▸ **PROBLEM DESCRIPTION**: Wherever a picture appears, leave it out, and transcribe the rest of the records exactly.

········

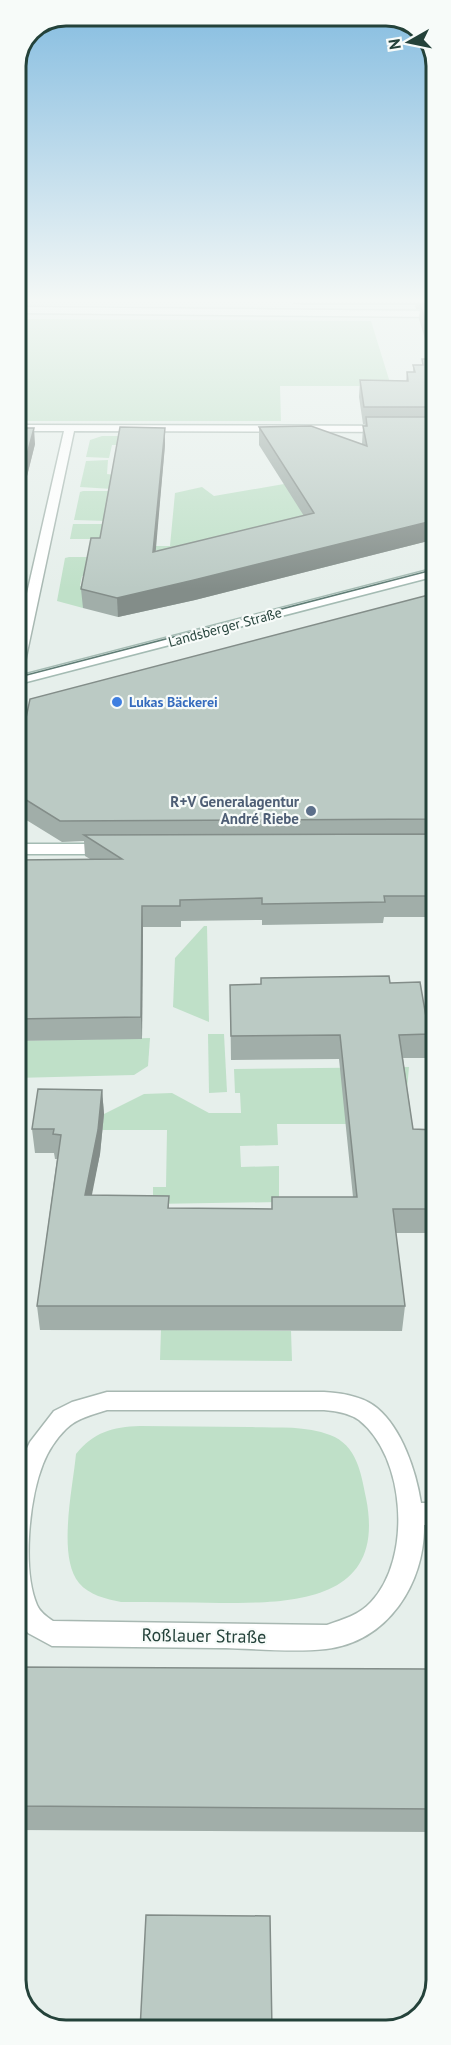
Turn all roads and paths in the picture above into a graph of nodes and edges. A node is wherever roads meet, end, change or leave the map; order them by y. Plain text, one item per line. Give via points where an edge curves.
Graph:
1 (26, 428) edge
2 (70, 428) junction
3 (425, 429) edge
4 (425, 575) edge
5 (26, 626) edge
6 (26, 678) edge
7 (26, 849) edge
8 (127, 849) edge
9 (26, 1478) edge
10 (423, 1514) edge
11 (26, 1611) edge

1 - 2 street
2 - 3 street
2 - 5 street
4 - 6 street, Landsberger Straße
7 - 8 street
9 - 10 street, Roßlauer Straße via 41,1444 59,1420 86,1406 118,1400 342,1402 366,1413 386,1434
10 - 11 street, Roßlauer Straße via 399,1582 388,1599 373,1618 327,1637 52,1634 37,1625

········

▸ **COMPLETED TASK**:
Turn all roads and paths in the picture above into a graph of nodes and edges. A node is wherever roads meet, end, change or leave the map; order them by y. Plain text, one item per line. Give via points where an edge curves.
Graph:
1 (26, 428) edge
2 (70, 428) junction
3 (425, 429) edge
4 (425, 575) edge
5 (26, 626) edge
6 (26, 678) edge
7 (26, 849) edge
8 (127, 849) edge
9 (26, 1478) edge
10 (423, 1514) edge
11 (26, 1611) edge

1 - 2 street
2 - 3 street
2 - 5 street
4 - 6 street, Landsberger Straße
7 - 8 street
9 - 10 street, Roßlauer Straße via 41,1444 59,1420 86,1406 118,1400 342,1402 366,1413 386,1434
10 - 11 street, Roßlauer Straße via 399,1582 388,1599 373,1618 327,1637 52,1634 37,1625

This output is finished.